**Problem to solve**. A verbatim transcript of the data that follows, free of images, is the expected result.

**Records provided**.
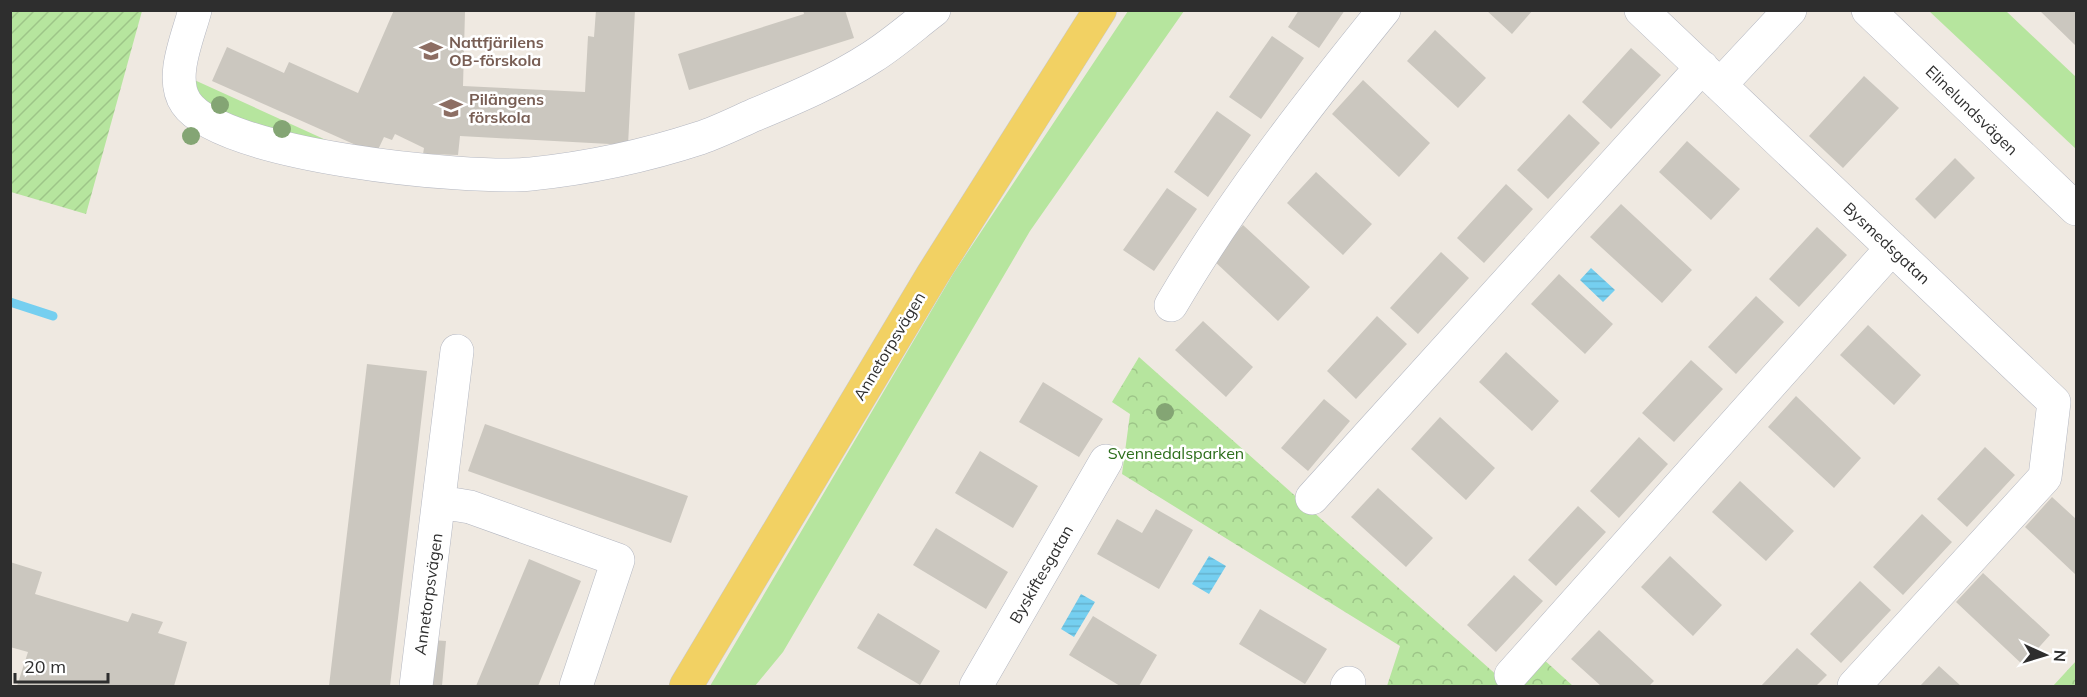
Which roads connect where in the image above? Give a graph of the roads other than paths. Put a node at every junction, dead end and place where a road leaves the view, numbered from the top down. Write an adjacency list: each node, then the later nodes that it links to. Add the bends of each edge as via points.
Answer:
1 (195, 10): 2 (street, via 180,64 181,85 185,102 202,120 249,139 303,154 430,171 528,174 602,165 701,137 820,87 873,57)
2 (934, 10)
3 (1100, 10): 19 (main road, Annetorpsvägen, via 933,273)
4 (1384, 10): 11 (street, via 1310,102 1195,264)
5 (1641, 10): 8 (street, Bysmedsgatan)
6 (1790, 10): 8 (street)
7 (1868, 10): 9 (street, Elinelundsvägen)
8 (1711, 76): 10 (street, Bysmedsgatan); 14 (street)
9 (2076, 209)
10 (1892, 248): 16 (street); 21 (street, Bysmedsgatan, via 2054,402 2045,477)
11 (1171, 305)
12 (457, 351): 15 (street, Annetorpsvägen)
13 (1106, 461): 20 (street, Byskiftesgatan)
14 (1312, 498)
15 (440, 502): 17 (street, Annetorpsvägen); 18 (street, via 470,507 618,560)
16 (1511, 675)
17 (416, 687)
18 (576, 687)
19 (686, 687)
20 (976, 687)
21 (1854, 687)

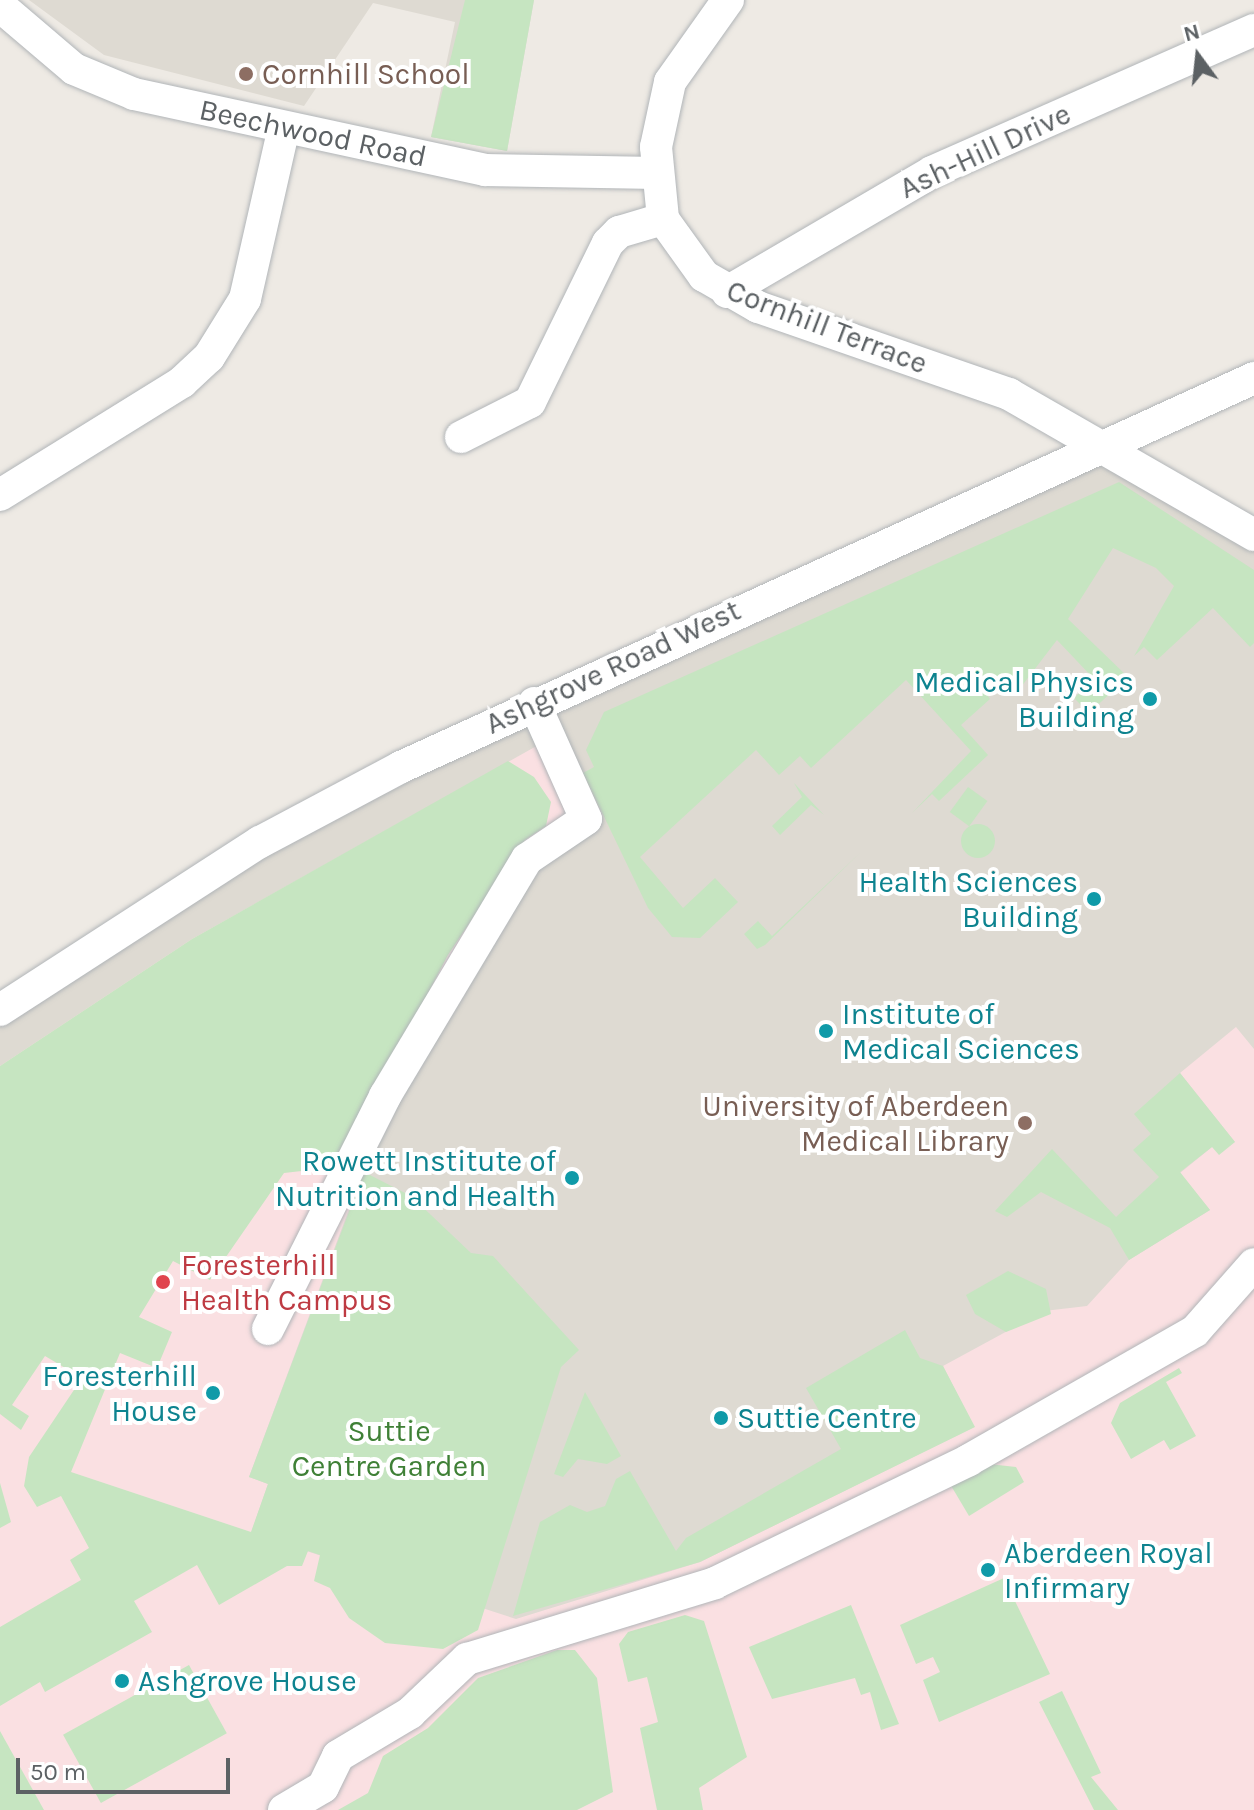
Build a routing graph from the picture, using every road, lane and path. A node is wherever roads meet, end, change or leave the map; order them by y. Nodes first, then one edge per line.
1 (728, 0) edge
2 (5, 22) edge
3 (1254, 30) edge
4 (284, 127) junction
5 (656, 173) junction
6 (663, 219) junction
7 (727, 292) junction
8 (1254, 378) edge
9 (461, 437) dead end
10 (1103, 446) junction
11 (0, 495) edge
12 (1254, 535) edge
13 (534, 703) junction
14 (0, 1010) edge
15 (1254, 1264) edge
16 (268, 1329) dead end
17 (284, 1810) edge

1 - 5 street, Cornhill Terrace
2 - 4 street, Beechwood Road
3 - 7 street, Ash-Hill Drive
4 - 5 street, Beechwood Road
4 - 11 street
5 - 6 street, Cornhill Terrace
6 - 7 street, Cornhill Terrace
6 - 9 street
7 - 10 street, Cornhill Terrace
8 - 10 street, Ashgrove Road West
10 - 12 street, Cornhill Terrace
10 - 13 street, Ashgrove Road West
13 - 14 street, Ashgrove Road West
13 - 16 street
15 - 17 street

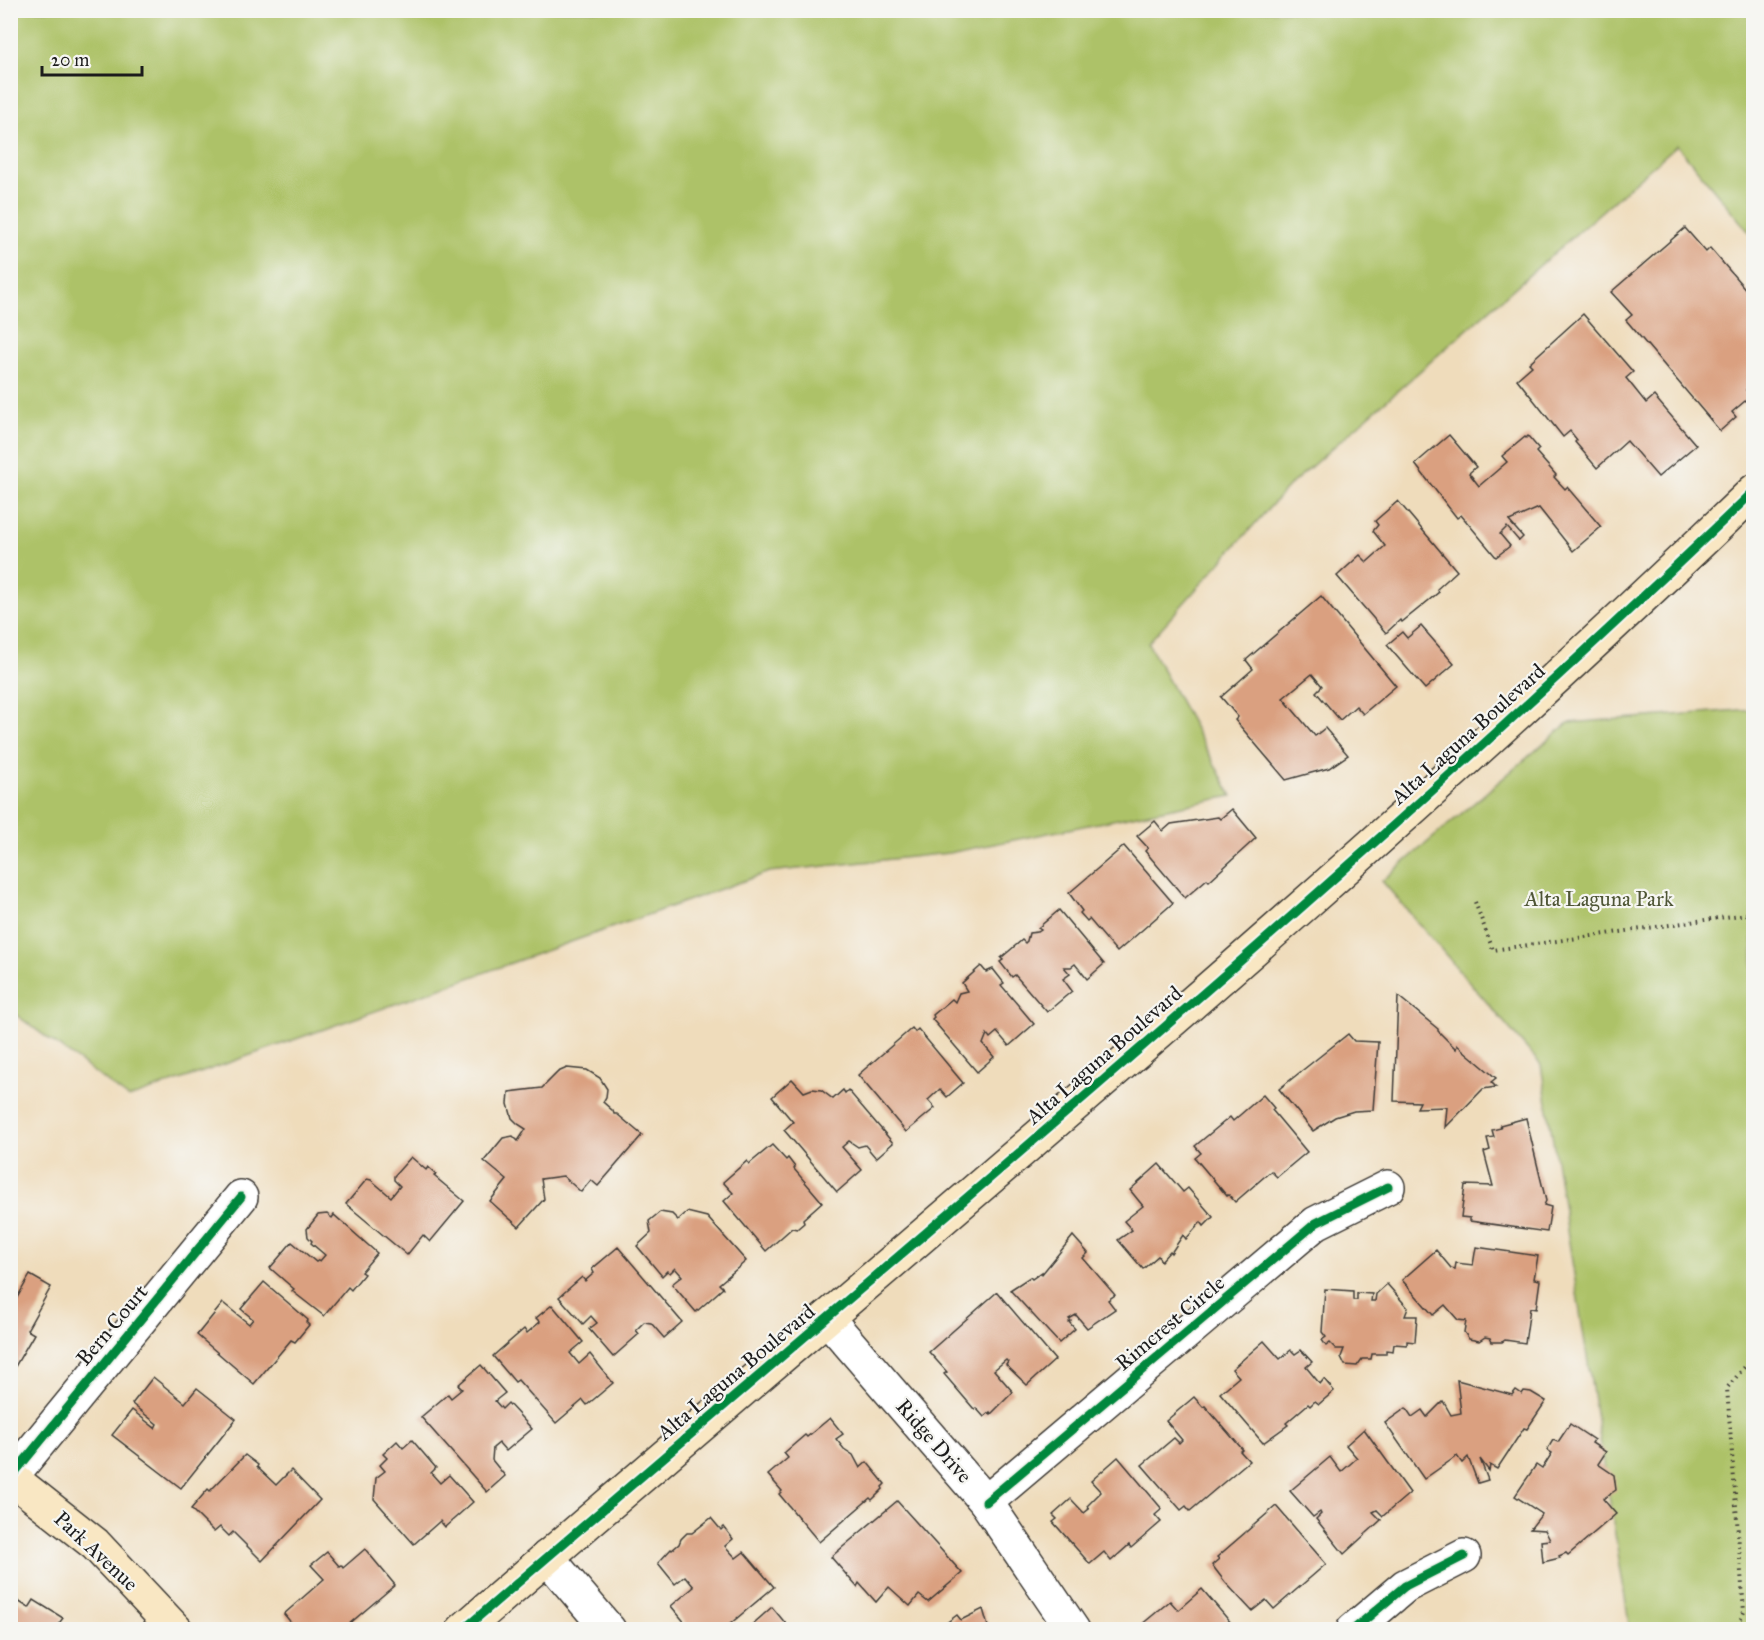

**Exercise answer**.
Which roads connect where in the image above? Give a graph of the roads other than paths. Put a node at every junction, dead end and place where a road leaves the view, numbered from the top down. Write an adjacency list: each node, then the later nodes that it links to. Add the bends of each edge as via points.
Answer:
1 (195, 10): 2 (street, via 180,64 181,85 185,102 202,120 249,139 303,154 430,171 528,174 602,165 701,137 820,87 873,57)
2 (934, 10)
3 (1100, 10): 19 (main road, Annetorpsvägen, via 933,273)
4 (1384, 10): 11 (street, via 1310,102 1195,264)
5 (1641, 10): 8 (street, Bysmedsgatan)
6 (1790, 10): 8 (street)
7 (1868, 10): 9 (street, Elinelundsvägen)
8 (1711, 76): 10 (street, Bysmedsgatan); 14 (street)
9 (2076, 209)
10 (1892, 248): 16 (street); 21 (street, Bysmedsgatan, via 2054,402 2045,477)
11 (1171, 305)
12 (457, 351): 15 (street, Annetorpsvägen)
13 (1106, 461): 20 (street, Byskiftesgatan)
14 (1312, 498)
15 (440, 502): 17 (street, Annetorpsvägen); 18 (street, via 470,507 618,560)
16 (1511, 675)
17 (416, 687)
18 (576, 687)
19 (686, 687)
20 (976, 687)
21 (1854, 687)

Build a routing graph from the picture, using every road, lane and path. A node is wherever roads meet, end, change or leave the map; order them by y. Nodes first, then one edge per line.
1 (728, 0) edge
2 (5, 22) edge
3 (1254, 30) edge
4 (284, 127) junction
5 (656, 173) junction
6 (663, 219) junction
7 (727, 292) junction
8 (1254, 378) edge
9 (461, 437) dead end
10 (1103, 446) junction
11 (0, 495) edge
12 (1254, 535) edge
13 (534, 703) junction
14 (0, 1010) edge
15 (1254, 1264) edge
16 (268, 1329) dead end
17 (284, 1810) edge

1 - 5 street, Cornhill Terrace
2 - 4 street, Beechwood Road
3 - 7 street, Ash-Hill Drive
4 - 5 street, Beechwood Road
4 - 11 street
5 - 6 street, Cornhill Terrace
6 - 7 street, Cornhill Terrace
6 - 9 street
7 - 10 street, Cornhill Terrace
8 - 10 street, Ashgrove Road West
10 - 12 street, Cornhill Terrace
10 - 13 street, Ashgrove Road West
13 - 14 street, Ashgrove Road West
13 - 16 street
15 - 17 street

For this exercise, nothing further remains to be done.